We returned to the Robbery-Homicide room. A Dunkin' Donuts takeout box dominated Mile's desk. He said, "Shouldn't you be getting home to Robin?"

"I told her it might take a while."

He studied the notes he'd scrawled in the interrogation room. "Heidi," he said. "Our little mountain girl. Too bad everything she's come up with is probably worth a warm bucket of spit… 'Choo choo bang bang.' What's next? Peake reads selections from Dr. Seuss?"

He rubbed his eyes, stacked some papers, squared the corners with his thumbs.

"You think it was poor judgment?" he said. "Asking her to check on Pelley?"

"Not if she's discreet."

"Worse comes to worst, Swig finds out, gets all huffy. He can't afford to make too big a deal of it-bad publicity."

"Anything new on Pelley's whereabouts?" I said.

"Zilch. Ramparts was notified by the P.O., so there's something positive. Other than that, the P.O. wasn't very helpful. Caseload in the hundreds; to him, Pelley was just another number. I doubt he could point him out in a crowd."

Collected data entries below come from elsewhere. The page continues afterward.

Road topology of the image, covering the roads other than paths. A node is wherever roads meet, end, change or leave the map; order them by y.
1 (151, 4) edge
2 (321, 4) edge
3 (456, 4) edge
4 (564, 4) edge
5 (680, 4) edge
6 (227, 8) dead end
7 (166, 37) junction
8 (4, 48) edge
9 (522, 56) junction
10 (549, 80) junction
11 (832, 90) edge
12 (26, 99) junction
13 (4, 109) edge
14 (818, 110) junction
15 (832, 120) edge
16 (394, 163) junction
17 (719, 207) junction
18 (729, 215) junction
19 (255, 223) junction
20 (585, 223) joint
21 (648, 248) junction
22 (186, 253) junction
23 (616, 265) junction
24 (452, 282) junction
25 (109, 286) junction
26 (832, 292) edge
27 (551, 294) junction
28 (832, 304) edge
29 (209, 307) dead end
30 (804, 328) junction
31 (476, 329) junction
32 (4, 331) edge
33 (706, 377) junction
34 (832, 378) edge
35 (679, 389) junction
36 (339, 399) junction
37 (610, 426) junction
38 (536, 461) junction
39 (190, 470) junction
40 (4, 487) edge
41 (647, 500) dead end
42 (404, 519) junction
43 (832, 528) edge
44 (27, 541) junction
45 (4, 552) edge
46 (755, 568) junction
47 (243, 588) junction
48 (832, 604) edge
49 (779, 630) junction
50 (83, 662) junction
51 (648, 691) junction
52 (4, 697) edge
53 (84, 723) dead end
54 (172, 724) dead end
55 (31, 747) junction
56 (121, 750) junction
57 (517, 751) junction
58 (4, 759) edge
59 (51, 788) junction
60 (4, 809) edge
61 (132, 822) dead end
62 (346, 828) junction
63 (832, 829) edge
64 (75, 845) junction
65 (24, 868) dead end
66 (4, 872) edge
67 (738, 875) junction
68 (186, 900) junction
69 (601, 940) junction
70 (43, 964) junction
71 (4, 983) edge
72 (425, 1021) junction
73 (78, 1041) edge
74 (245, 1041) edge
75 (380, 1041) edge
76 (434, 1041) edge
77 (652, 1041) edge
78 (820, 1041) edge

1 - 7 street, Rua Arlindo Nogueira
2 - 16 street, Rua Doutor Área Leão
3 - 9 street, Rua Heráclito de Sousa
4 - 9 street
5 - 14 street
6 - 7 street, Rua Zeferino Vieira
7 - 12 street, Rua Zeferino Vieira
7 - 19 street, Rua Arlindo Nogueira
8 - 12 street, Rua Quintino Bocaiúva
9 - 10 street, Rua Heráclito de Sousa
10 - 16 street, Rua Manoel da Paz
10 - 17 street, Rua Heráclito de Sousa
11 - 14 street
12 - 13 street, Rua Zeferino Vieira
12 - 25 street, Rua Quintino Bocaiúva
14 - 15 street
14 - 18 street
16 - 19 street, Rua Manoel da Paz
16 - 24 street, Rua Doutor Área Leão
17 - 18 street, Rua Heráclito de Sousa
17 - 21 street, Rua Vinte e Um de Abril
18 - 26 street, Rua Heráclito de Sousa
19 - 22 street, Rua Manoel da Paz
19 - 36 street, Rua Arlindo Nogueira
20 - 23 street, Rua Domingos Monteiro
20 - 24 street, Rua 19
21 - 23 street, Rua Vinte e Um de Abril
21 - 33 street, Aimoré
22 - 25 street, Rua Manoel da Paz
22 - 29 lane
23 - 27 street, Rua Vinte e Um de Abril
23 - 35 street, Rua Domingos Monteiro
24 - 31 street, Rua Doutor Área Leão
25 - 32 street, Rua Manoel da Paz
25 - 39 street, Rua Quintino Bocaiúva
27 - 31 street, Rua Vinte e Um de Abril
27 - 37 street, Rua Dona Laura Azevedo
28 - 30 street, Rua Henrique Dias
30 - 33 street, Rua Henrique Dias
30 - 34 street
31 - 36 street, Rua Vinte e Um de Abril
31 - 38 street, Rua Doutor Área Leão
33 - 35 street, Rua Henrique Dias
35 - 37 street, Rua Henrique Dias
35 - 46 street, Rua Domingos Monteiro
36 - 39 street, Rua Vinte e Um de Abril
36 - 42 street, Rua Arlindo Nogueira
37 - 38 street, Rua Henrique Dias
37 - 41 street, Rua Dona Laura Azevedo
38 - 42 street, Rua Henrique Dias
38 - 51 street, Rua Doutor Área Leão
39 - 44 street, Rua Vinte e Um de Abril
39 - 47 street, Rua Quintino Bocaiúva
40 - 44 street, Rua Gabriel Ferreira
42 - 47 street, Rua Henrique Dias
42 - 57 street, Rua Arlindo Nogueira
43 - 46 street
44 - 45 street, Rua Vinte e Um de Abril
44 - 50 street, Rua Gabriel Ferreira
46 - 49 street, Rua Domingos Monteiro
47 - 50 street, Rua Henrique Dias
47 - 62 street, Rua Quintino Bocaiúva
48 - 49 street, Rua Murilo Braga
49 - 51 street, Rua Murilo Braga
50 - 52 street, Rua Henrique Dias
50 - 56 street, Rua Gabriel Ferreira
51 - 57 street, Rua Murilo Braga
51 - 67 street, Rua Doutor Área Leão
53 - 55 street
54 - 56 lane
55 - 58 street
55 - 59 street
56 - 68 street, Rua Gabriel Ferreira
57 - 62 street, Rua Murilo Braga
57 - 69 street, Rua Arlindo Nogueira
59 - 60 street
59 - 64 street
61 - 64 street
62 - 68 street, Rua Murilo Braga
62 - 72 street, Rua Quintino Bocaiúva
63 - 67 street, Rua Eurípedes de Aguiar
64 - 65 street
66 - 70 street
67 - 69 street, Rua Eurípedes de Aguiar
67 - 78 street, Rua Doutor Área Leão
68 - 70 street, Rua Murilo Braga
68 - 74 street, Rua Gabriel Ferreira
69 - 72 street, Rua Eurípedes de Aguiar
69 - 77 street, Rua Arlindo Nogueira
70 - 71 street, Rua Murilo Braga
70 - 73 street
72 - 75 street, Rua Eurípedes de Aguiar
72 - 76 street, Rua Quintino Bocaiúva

He pulled a folded sheet out of his jacket pocket and handed it to me. LAPD Suspect Alert. Pelley's vital statistics and a photo so dark and blurry I couldn't see it being useful for anything. All I could make out was a round, clean-shaven Caucasian face smudged with indeterminate features. Thin, light-colored hair. Serious mouth. The crime was failure to report.

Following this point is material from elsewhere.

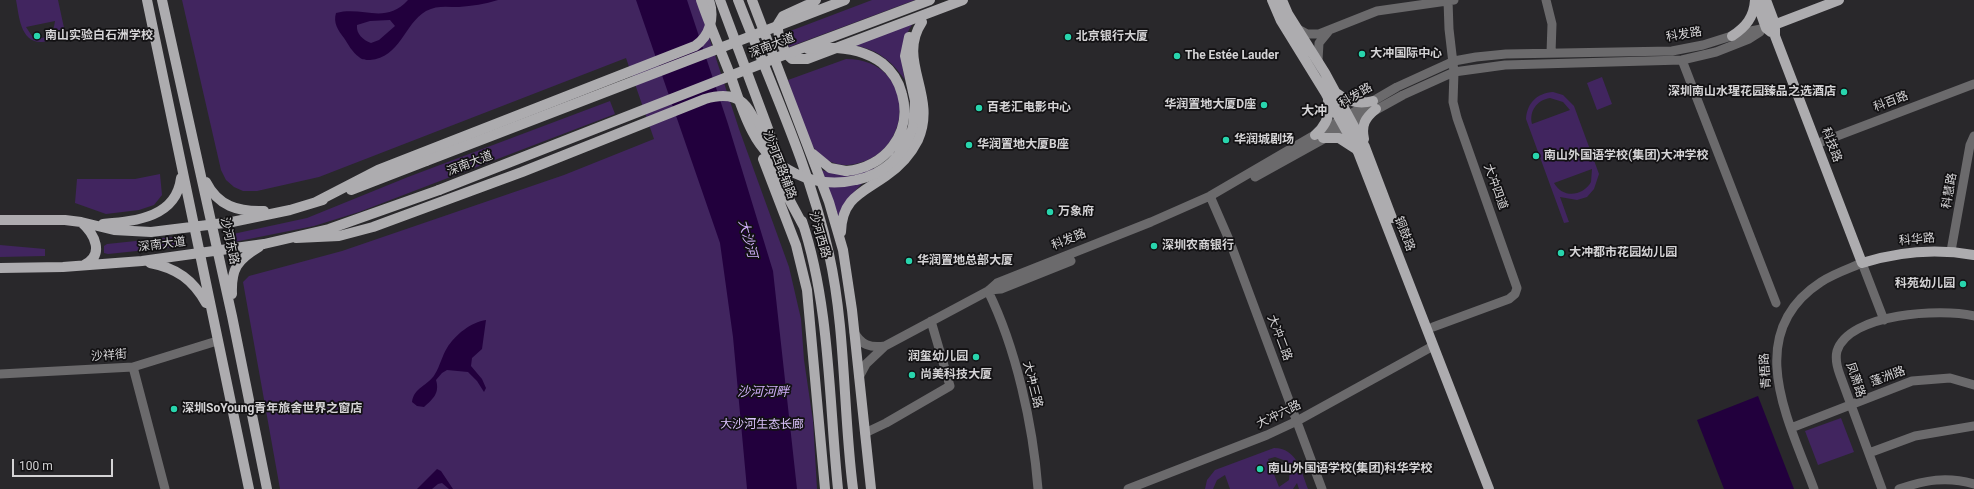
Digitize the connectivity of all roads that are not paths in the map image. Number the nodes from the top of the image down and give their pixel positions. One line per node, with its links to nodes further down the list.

"This is what they're using?" I said, placing the paper on the desk.

"Yeah, I know-not exactly Cartier-Bresson. But at least they're looking. I did some looking, too. Driving around the neighborhood, checking out MacArthur Park, Lafayette Park, alleys, con bars, some other bad-guy spots I know. Visited the halfway house, too. Old apartment building, cons out in front, some Korean guy running the place-sincere enough, told me he'd been a social worker in Seoul. But he barely speaks English, and basically all he does is warehouse the residents, do random drug tests maybe four times a year. Counseling consists of asking the cons how they're doing. The ones I saw hanging around didn't look at all insightful. As for Pelley, all the Korean could say was that he'd been quiet, hadn't caused problems. None of the cons remembered a damn thing about him. Of course."

He reached for a piece of stale cinnamon roll. "He could be a thousand miles away by now. I didn't do much better with Stargill's investment records. The Newport money managers wouldn't talk to me, and they informed him I'd been asking around. He calls me, all irate. I tell him I'm just trying to clear him, how about he voluntarily gives me a look at his stock portfolio. If everything checks out, we call it a day. He says he'll think about it, but I could tell he won't."